The renewal request matters because the city uses roughly 60% of that fiber run for main internet access and to connect multiple municipal buildings, staff said. Under the proposed renewal, WSDOT would retain a right-of-way role for poles and hanging fiber, and the parties would continue on essentially the same terms for another 20 years unless one side terminates the agreement.

Staff explained the fiber originally went in after a Homeland Security grant to support cameras at the ferry terminal. A staff presenter said, “If the fiber is damaged, the city is responsible to repair it. Fiber doesn’t wear out but things can happen,” and noted past incidents on different segments have interrupted city connectivity. Committee members were told that a contractor bore-cut a separate Aurora segment around 2014, taking the city offline for about two days while the cable was replaced.
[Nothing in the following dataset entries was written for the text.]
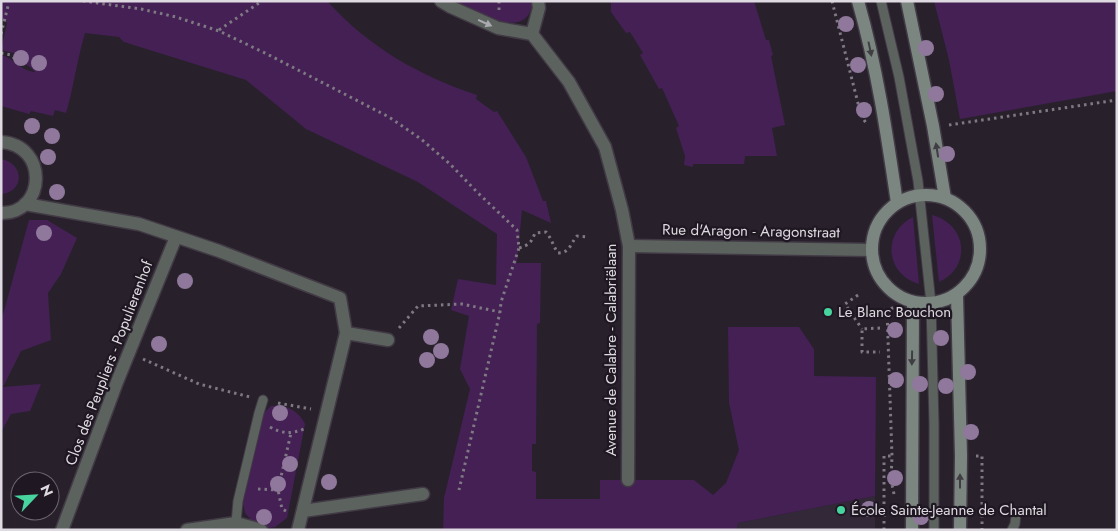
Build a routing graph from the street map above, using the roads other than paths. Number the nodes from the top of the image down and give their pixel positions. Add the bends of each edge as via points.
1 (441, 1) edge
2 (538, 1) edge
3 (858, 1) edge
4 (881, 1) edge
5 (906, 1) edge
6 (532, 34) junction
7 (1, 142) edge
8 (920, 195) junction
9 (945, 198) junction
10 (897, 203) junction
11 (25, 204) junction
12 (1, 212) edge
13 (176, 237) junction
14 (629, 246) junction
15 (872, 250) junction
16 (957, 294) junction
17 (913, 302) junction
18 (931, 304) junction
19 (346, 333) junction
20 (388, 340) road end
21 (263, 400) road end
22 (628, 480) dead end
23 (423, 494) dead end
24 (303, 511) junction
25 (1016, 514) dead end
26 (236, 523) junction
27 (62, 530) edge
28 (186, 530) edge
29 (260, 530) edge
30 (298, 530) edge
31 (912, 530) edge
32 (934, 530) edge
33 (960, 530) edge
34 (1012, 530) edge

1 -> 6 street via 498,28
2 - 6 street
3 -> 10 main road via 888,136
4 - 8 lane via 899,77
9 -> 5 main road
6 - 14 street, Avenue de Calabre - Calabriëlaan via 568,82 605,147
7 - 11 street via 19,147 34,164 36,185
8 - 9 main road
8 - 10 main road
8 - 18 lane
9 - 16 main road via 969,215 980,241 977,268 971,280
10 - 15 main road via 878,224
11 - 12 street via 16,210
11 - 13 street via 139,224
13 - 19 street via 340,298
13 - 27 street, Clos des Peupliers - Populierenhof
14 - 15 street, Rue d'Aragon - Aragonstraat
14 - 22 street, Avenue de Calabre - Calabriëlaan
15 - 17 main road via 879,277 900,297
16 - 18 main road
33 -> 16 main road
17 - 18 main road
17 -> 31 main road
18 - 32 lane
19 - 20 street
19 - 24 street
21 - 26 lane via 238,501
23 - 24 street
24 - 30 street
25 - 34 lane
26 - 28 street
26 - 29 street

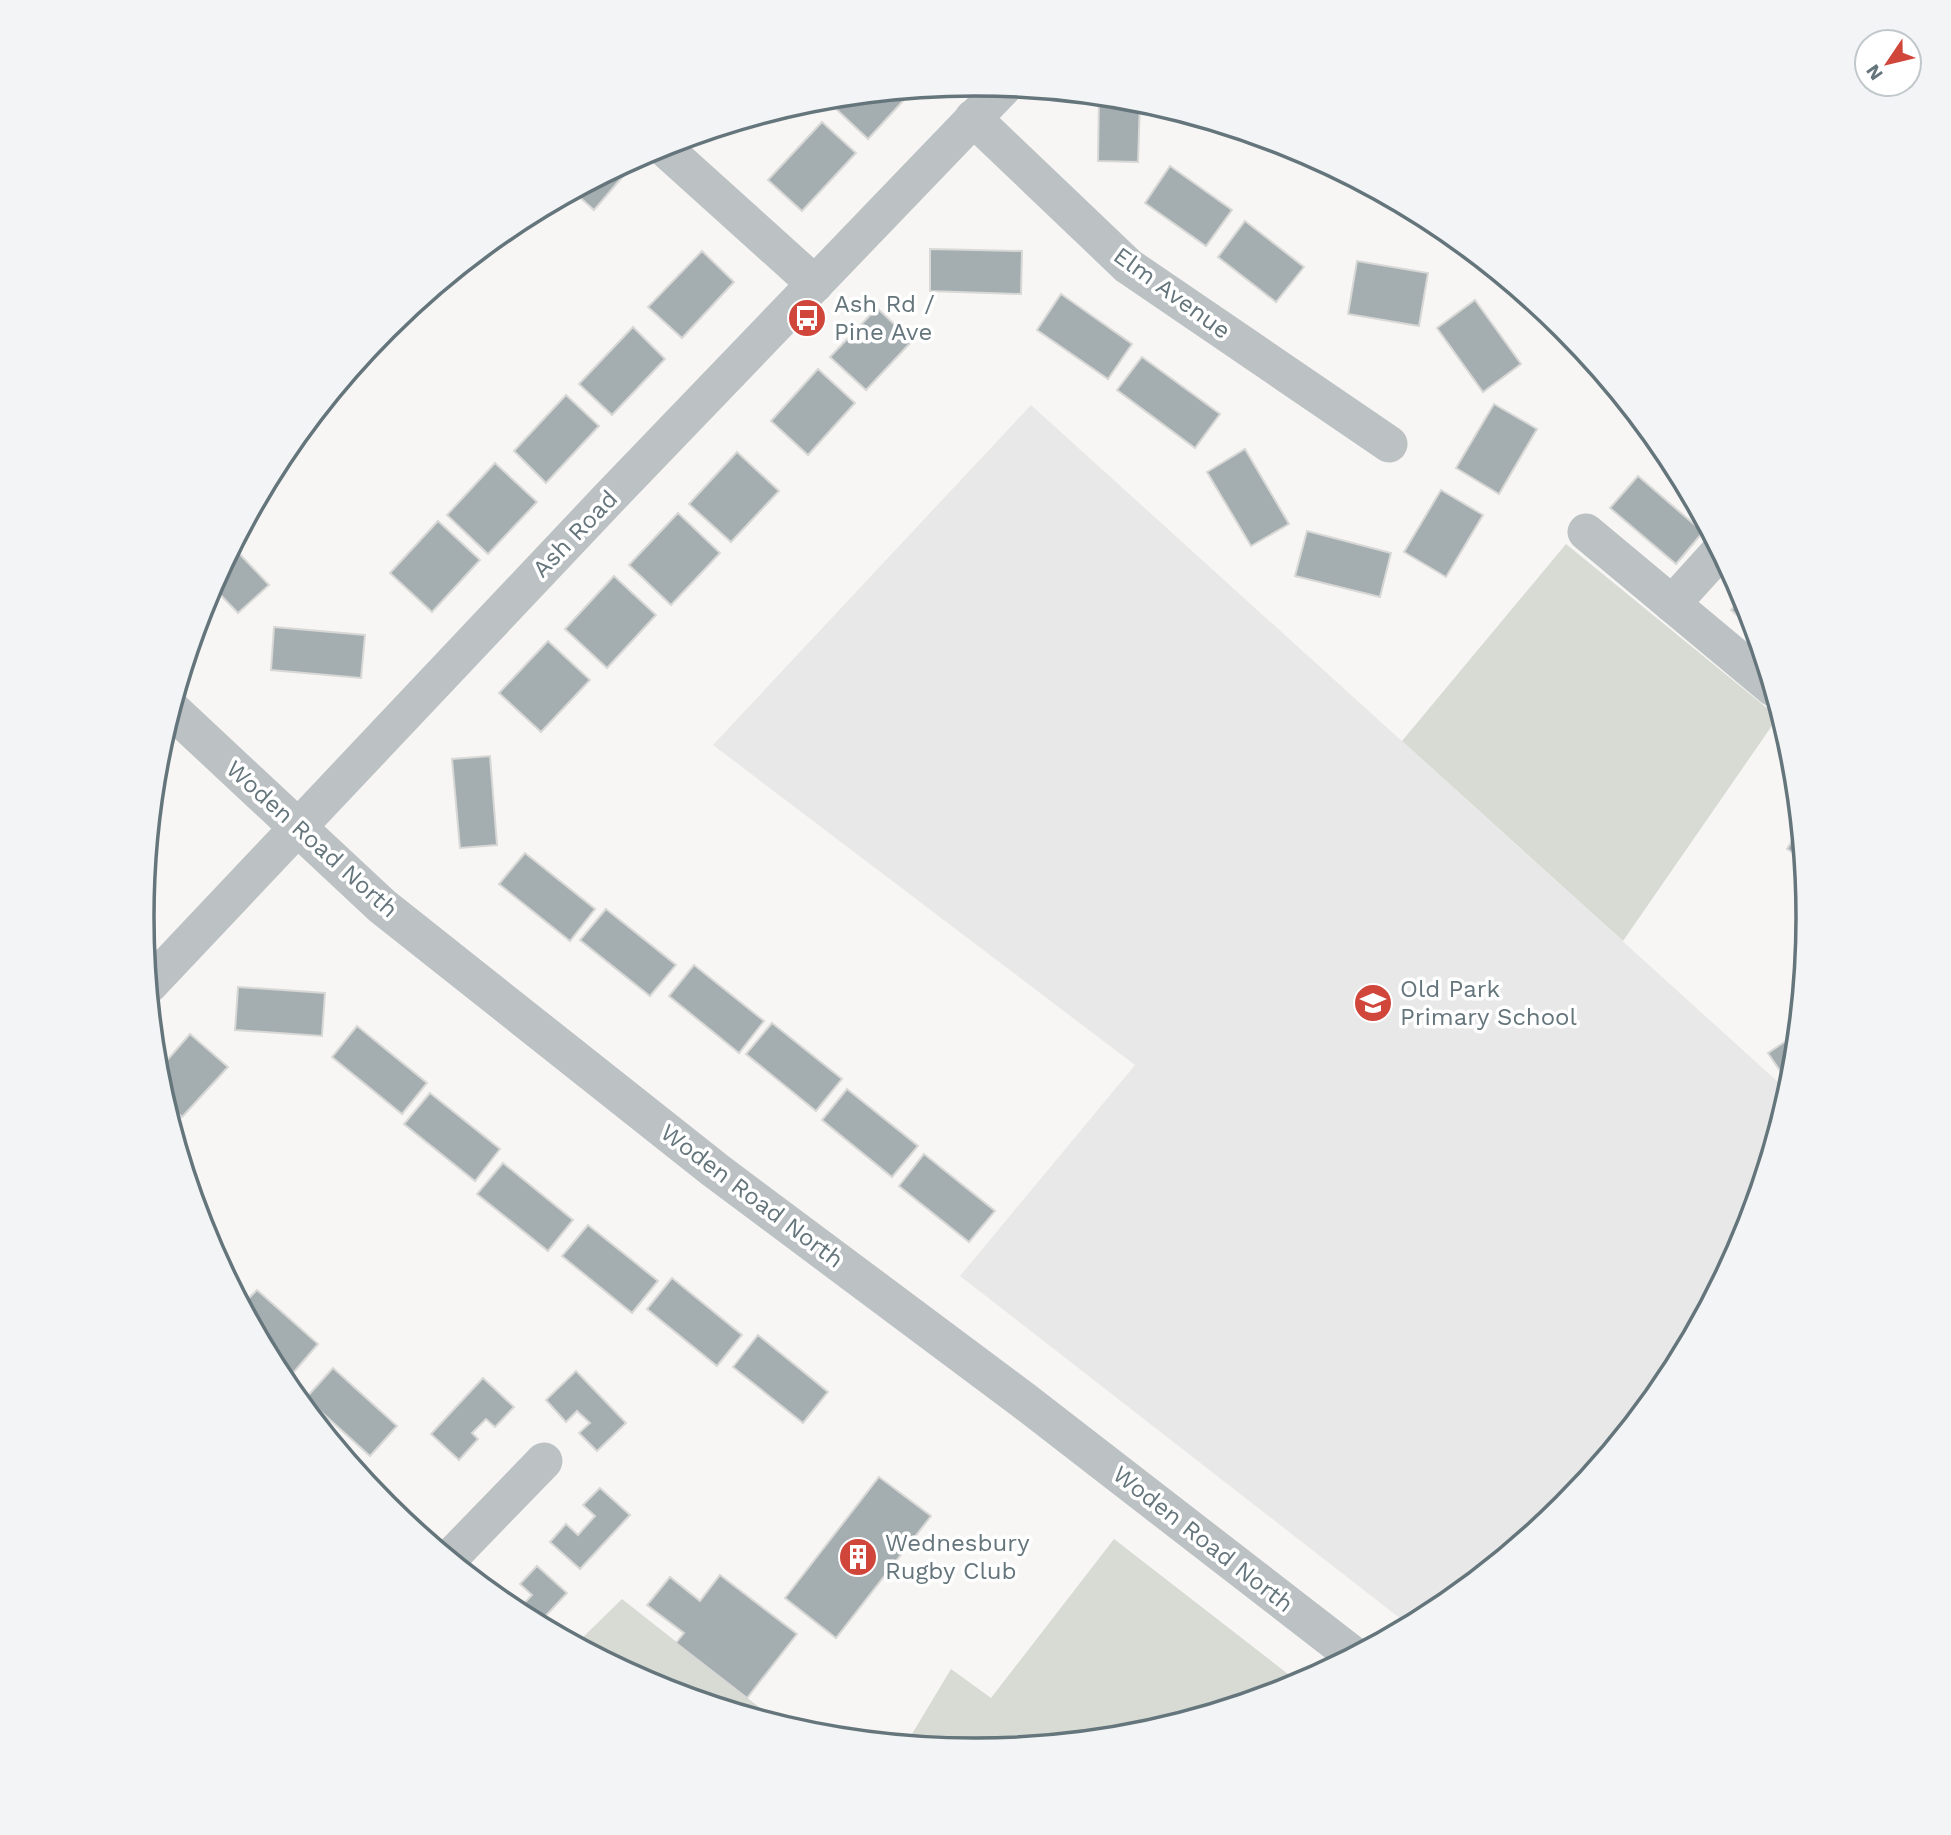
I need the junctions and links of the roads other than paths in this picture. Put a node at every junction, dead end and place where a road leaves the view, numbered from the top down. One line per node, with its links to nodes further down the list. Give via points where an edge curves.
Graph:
1 (994, 97): 2 (street, Ash Road)
2 (973, 118): 4 (street, Ash Road); 5 (street, Elm Avenue, via 1128,265)
3 (672, 155): 4 (street)
4 (815, 284): 11 (street, Ash Road)
5 (1390, 444)
6 (1586, 532): 8 (street)
7 (1714, 558): 8 (street)
8 (1672, 604): 9 (street)
9 (1760, 677)
10 (179, 717): 11 (street, Woden Road North)
11 (298, 828): 12 (street, Ash Road); 15 (street, Woden Road North, via 382,906 715,1170)
12 (157, 977)
13 (544, 1461): 14 (street)
14 (455, 1552)
15 (1346, 1650)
Committee members asked about maintenance costs and liability. Staff said there is no routine maintenance charge in the renewal but that the city would bear repair costs if the line is damaged — for example, if a vehicle hits a pole that supports the fiber. Staff also said portions of the route were placed underground where sidewalks were redone to reduce the chance of damage, and Edmonds coordinated with the City of Lynnwood to re-splice fibers when that work occurred.

The committee voiced no objection to placing the renewal on the next general consent calendar. One committee member said they had no further questions and supported placing the item on consent; another asked whether the renewal needed to come next week because the agreement had already expired and staff wanted it in place as soon as possible.

Next steps: staff requested placement of the renewal on the consent agenda for the next full council meeting; committee members indicated no objection.